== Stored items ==
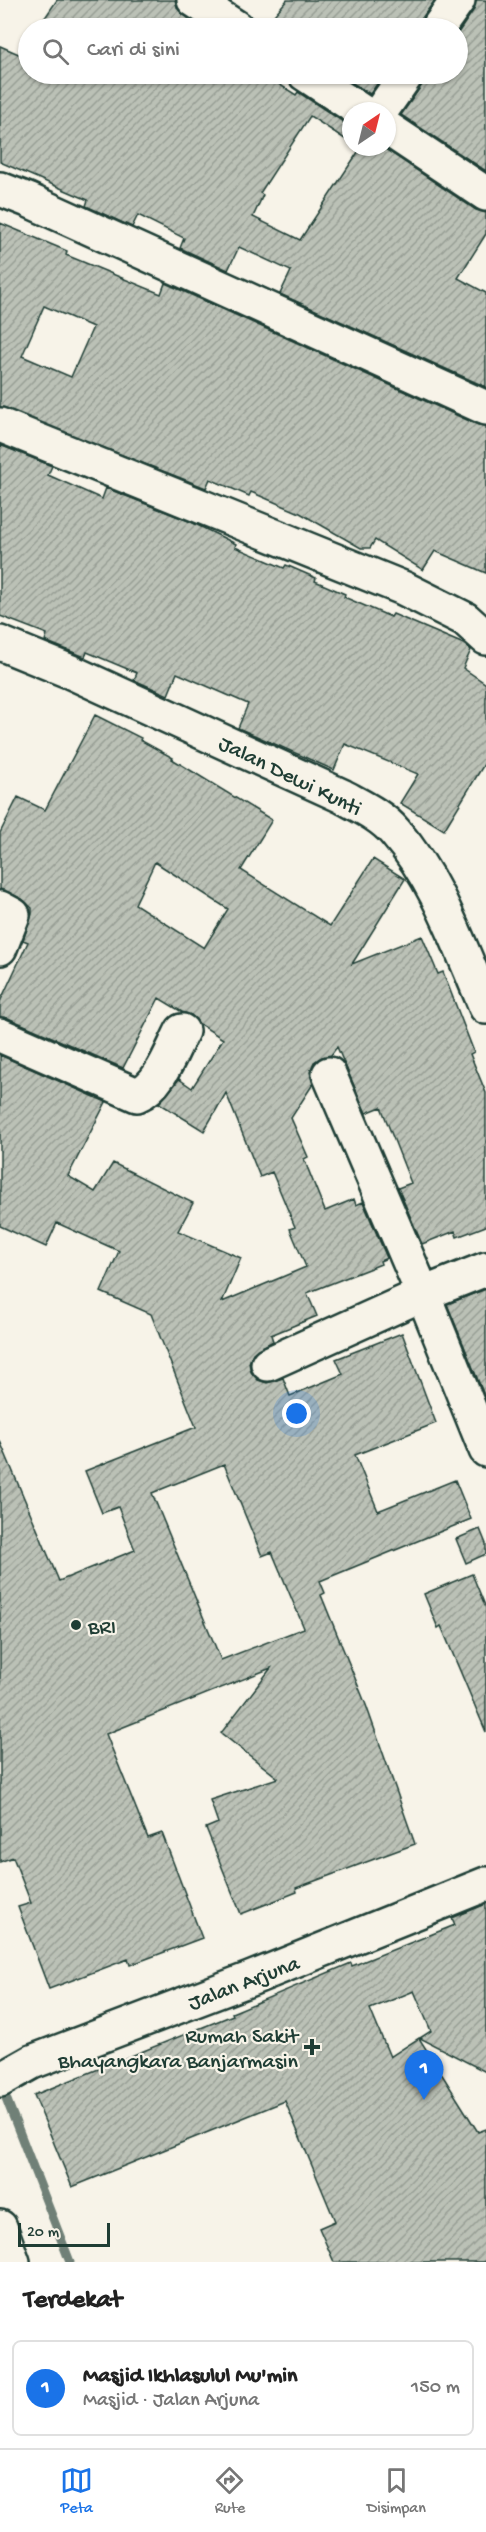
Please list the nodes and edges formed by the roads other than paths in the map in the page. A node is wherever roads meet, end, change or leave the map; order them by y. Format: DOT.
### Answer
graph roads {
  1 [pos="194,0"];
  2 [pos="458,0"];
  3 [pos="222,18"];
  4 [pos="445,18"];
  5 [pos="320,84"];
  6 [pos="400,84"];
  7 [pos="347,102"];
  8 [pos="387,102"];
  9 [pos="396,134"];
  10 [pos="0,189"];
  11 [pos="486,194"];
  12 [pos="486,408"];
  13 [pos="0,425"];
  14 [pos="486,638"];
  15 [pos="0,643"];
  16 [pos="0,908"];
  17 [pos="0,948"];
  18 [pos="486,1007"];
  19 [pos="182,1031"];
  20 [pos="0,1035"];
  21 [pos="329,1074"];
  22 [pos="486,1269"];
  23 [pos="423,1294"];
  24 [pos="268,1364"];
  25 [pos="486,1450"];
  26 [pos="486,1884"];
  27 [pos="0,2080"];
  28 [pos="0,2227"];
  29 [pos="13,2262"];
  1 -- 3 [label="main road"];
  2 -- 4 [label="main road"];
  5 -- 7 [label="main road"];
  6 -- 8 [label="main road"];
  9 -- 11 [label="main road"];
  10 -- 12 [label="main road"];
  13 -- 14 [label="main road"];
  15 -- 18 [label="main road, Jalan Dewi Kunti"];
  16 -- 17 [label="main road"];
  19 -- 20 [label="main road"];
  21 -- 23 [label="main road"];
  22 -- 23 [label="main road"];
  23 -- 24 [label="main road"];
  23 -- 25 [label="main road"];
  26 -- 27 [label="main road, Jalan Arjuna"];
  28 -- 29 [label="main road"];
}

== ASSIGNMENT ==
For each line of the entries that holds the word "Jalan", pull that line out.

== RESPONSE BOX ==
  15 -- 18 [label="main road, Jalan Dewi Kunti"];
  26 -- 27 [label="main road, Jalan Arjuna"];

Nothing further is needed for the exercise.